| TASK TO CARRY OUT |
Scan the entries below for the word "ROYALTY". Copy each line that has it.

RECORD EXCERPTS section start

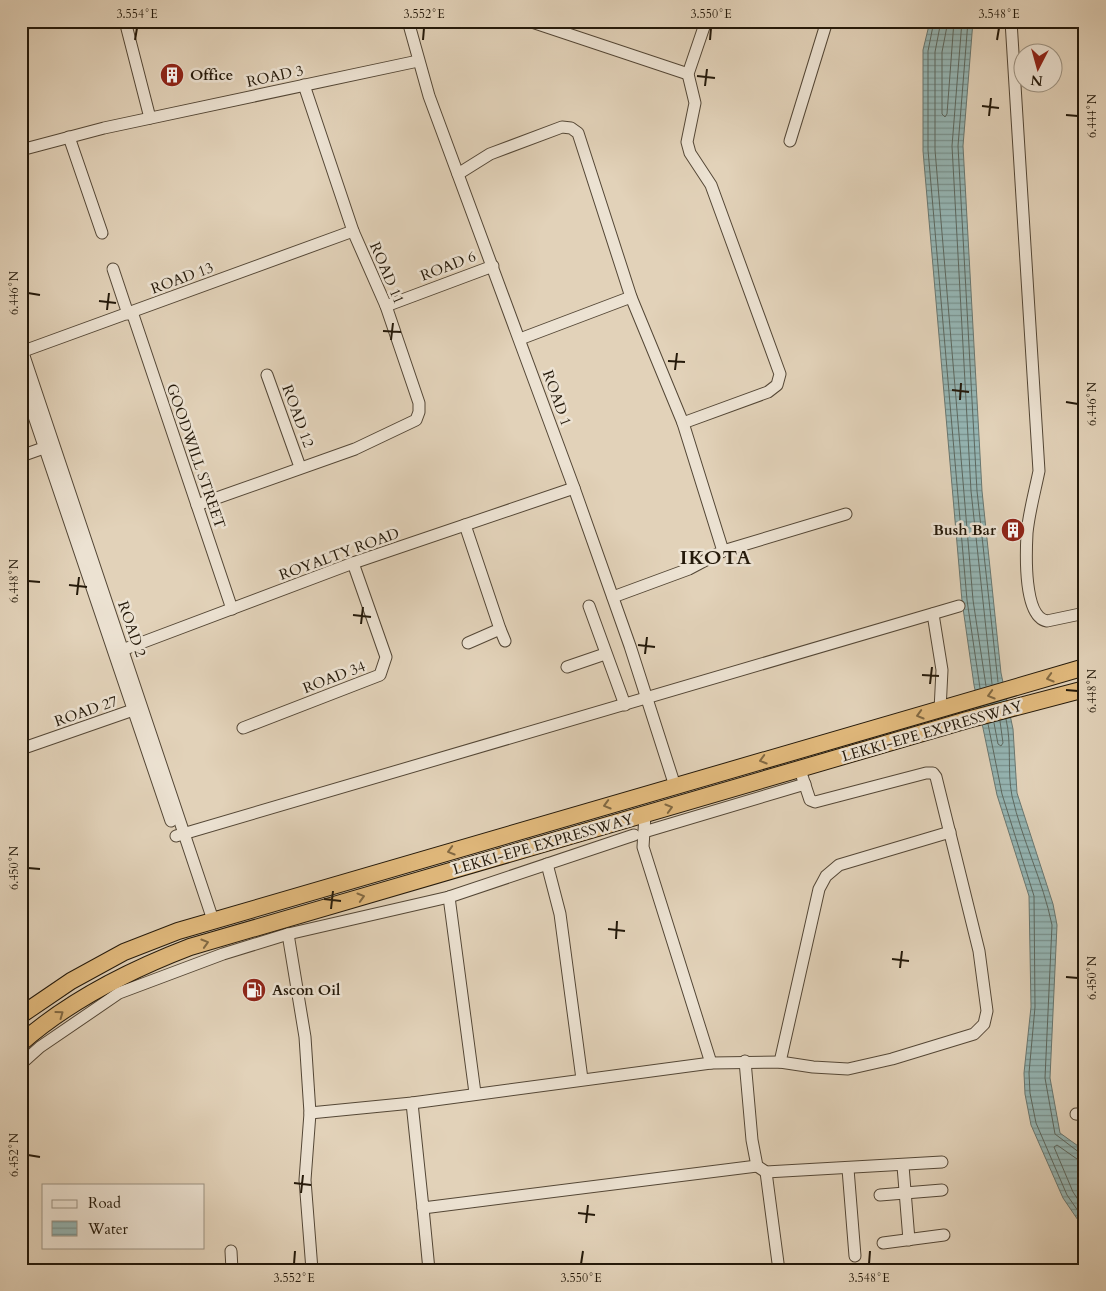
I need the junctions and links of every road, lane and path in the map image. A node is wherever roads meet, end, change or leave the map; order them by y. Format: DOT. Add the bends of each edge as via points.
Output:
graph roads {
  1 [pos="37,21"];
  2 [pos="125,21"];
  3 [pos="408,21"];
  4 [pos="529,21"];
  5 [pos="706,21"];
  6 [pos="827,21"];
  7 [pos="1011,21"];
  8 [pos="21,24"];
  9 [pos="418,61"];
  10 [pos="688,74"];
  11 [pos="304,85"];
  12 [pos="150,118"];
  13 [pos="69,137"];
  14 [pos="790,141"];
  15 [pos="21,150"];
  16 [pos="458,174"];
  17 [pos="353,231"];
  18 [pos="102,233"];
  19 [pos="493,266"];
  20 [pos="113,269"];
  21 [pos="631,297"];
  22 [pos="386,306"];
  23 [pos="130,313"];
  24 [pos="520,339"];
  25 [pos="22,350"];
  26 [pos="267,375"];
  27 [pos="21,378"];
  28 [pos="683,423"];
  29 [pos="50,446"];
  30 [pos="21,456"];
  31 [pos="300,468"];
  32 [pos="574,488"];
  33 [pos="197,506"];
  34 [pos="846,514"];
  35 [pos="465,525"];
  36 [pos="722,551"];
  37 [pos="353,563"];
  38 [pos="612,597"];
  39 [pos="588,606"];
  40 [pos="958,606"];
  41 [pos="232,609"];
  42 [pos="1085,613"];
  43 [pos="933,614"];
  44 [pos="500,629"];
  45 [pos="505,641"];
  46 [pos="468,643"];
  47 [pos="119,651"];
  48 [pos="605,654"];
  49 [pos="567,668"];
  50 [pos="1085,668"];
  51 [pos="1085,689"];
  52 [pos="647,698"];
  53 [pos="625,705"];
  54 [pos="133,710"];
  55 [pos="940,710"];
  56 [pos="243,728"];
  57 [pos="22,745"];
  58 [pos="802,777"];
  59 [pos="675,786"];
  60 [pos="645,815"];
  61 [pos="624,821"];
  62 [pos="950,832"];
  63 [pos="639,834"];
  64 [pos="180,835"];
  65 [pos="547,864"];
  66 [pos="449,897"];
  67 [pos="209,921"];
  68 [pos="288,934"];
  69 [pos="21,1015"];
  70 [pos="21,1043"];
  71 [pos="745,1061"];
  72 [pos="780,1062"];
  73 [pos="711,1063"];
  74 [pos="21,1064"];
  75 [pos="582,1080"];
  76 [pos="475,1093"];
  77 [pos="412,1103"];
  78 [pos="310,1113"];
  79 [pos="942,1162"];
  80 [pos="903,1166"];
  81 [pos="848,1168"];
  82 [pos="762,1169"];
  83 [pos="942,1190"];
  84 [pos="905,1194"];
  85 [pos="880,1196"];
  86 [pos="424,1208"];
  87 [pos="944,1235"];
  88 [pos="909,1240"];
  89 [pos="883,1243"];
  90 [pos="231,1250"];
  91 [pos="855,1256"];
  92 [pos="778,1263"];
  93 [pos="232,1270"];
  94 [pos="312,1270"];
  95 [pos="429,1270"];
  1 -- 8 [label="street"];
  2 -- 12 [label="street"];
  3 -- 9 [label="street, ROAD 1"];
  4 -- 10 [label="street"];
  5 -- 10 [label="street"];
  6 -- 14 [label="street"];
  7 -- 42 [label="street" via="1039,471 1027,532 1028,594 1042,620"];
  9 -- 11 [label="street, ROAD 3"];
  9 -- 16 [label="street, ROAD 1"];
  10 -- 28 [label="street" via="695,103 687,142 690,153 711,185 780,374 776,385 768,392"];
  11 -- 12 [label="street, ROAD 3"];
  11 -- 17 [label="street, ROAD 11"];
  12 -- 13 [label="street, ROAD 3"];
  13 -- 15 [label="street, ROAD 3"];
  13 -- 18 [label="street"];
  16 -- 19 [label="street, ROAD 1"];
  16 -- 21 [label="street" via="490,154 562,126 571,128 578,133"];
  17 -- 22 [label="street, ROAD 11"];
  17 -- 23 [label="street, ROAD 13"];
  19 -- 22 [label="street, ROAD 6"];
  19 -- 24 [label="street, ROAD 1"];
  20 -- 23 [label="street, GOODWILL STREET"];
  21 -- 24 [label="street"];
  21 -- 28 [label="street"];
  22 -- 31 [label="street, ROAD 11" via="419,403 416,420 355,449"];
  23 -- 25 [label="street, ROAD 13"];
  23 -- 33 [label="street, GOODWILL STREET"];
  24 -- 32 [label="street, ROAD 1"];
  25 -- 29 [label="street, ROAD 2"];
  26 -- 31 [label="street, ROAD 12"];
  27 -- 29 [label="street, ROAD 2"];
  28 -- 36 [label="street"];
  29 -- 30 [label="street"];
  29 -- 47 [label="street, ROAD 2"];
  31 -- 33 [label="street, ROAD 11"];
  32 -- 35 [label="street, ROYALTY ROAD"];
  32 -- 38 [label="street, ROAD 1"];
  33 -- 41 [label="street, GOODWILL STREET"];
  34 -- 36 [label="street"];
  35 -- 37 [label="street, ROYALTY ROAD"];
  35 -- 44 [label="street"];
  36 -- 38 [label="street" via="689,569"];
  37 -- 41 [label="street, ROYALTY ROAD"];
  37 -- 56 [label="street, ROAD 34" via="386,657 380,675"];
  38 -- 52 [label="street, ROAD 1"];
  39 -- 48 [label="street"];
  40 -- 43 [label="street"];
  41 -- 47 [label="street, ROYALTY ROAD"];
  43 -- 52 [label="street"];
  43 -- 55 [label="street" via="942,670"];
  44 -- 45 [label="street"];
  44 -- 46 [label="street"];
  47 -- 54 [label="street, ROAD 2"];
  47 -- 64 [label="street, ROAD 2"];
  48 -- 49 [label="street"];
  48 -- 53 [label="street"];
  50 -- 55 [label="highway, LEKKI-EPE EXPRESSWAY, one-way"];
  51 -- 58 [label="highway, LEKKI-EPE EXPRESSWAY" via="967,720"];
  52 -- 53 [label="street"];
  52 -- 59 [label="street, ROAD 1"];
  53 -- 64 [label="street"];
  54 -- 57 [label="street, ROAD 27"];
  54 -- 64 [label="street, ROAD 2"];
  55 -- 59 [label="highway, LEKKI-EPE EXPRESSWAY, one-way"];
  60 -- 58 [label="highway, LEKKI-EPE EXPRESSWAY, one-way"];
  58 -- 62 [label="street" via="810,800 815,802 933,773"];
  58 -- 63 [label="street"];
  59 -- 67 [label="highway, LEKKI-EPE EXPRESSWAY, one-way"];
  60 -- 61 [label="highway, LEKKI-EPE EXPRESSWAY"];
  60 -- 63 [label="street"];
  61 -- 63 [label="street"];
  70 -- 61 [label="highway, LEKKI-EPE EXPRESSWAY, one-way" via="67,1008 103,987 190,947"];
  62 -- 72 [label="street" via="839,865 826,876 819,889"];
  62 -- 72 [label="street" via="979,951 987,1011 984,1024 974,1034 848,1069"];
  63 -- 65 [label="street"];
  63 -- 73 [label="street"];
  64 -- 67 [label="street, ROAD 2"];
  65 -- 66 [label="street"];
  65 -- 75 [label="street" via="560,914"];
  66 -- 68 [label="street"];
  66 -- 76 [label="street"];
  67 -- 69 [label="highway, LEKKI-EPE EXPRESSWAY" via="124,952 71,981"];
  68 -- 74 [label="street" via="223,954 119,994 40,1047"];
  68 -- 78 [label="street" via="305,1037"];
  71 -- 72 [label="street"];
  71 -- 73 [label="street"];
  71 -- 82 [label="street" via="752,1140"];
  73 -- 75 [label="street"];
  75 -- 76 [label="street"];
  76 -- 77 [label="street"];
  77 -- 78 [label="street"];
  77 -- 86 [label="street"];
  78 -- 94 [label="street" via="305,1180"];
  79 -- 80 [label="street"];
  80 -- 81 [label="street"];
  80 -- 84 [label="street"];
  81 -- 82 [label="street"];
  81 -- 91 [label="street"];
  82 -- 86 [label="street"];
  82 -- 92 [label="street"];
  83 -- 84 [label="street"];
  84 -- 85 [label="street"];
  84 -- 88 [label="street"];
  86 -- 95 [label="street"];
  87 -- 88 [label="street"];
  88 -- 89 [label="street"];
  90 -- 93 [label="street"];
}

RECORD EXCERPTS section end

| EXERCISE OUTPUT |
  32 -- 35 [label="street, ROYALTY ROAD"];
  35 -- 37 [label="street, ROYALTY ROAD"];
  37 -- 41 [label="street, ROYALTY ROAD"];
  41 -- 47 [label="street, ROYALTY ROAD"];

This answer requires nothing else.